Timestamp not enough precision

I have logs with time precision of only seconds like this:
2017-08-09 14:54:38 INFO something
2017-08-09 14:54:38 INFO something
2017-08-09 14:54:38 DEBUG something
2017-08-09 14:54:38 INFO something
I use the date filter to get a timestamp out of this.

My problem is that since the precision is only in seconds, Kibana messes up the order. I know, that in Kibana I could sort by offset, but I would like to use the 'view surrounding documents' tool and for that I need my logs in correct order by timestamp. How could I use the offset field or anything else in Logstash to make my timestamp give precise order?

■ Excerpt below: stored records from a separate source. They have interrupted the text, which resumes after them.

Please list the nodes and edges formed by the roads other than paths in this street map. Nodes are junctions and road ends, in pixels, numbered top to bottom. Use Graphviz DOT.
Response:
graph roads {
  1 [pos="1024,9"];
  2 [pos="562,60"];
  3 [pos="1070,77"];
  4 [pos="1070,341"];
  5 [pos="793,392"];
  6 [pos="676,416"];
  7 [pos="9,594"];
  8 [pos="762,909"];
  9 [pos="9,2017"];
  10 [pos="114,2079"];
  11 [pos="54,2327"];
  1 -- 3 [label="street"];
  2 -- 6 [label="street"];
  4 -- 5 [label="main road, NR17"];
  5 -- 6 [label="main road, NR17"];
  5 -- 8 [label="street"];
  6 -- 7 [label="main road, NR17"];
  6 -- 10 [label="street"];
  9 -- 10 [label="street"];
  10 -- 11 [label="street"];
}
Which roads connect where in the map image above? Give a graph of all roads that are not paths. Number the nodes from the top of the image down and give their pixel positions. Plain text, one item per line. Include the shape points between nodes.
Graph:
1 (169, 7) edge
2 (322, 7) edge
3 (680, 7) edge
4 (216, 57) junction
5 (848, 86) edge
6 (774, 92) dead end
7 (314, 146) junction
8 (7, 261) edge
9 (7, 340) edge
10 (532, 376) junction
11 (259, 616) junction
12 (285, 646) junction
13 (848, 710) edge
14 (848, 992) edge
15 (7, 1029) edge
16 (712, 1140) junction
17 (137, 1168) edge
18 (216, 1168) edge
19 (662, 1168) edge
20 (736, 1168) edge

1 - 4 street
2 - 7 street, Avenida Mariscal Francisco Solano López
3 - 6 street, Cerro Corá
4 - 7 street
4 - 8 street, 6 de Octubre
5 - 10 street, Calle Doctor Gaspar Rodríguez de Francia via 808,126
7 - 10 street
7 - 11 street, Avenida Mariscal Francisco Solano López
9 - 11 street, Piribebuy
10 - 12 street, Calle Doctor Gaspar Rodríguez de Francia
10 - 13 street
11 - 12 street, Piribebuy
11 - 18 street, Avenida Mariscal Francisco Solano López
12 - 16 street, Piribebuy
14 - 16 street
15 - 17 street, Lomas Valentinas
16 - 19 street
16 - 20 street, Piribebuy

if your only problem is the false order in the context view you can configure a tiebreaker field in the advanced settings of kibana with which the order would be determined

Under Managment --> Advanced Settings --> context:tieBreakerFields --> set to e.g. offset

I wrote in offset but it does not work. I have Kibana 5.5.1

the only problem that should still exist with this is that it is sorted in reverse order (Github Issue #12937)

i don't now of annother way to guarantee the correct order in the context view (besides trying to alter the timestamp milliseconds on logstash side)

Yeah, I have noticed, it is in reverse order. Anyways, it's more than nothing. Thanks for the tip.

This topic was automatically closed 28 days after the last reply. New replies are no longer allowed.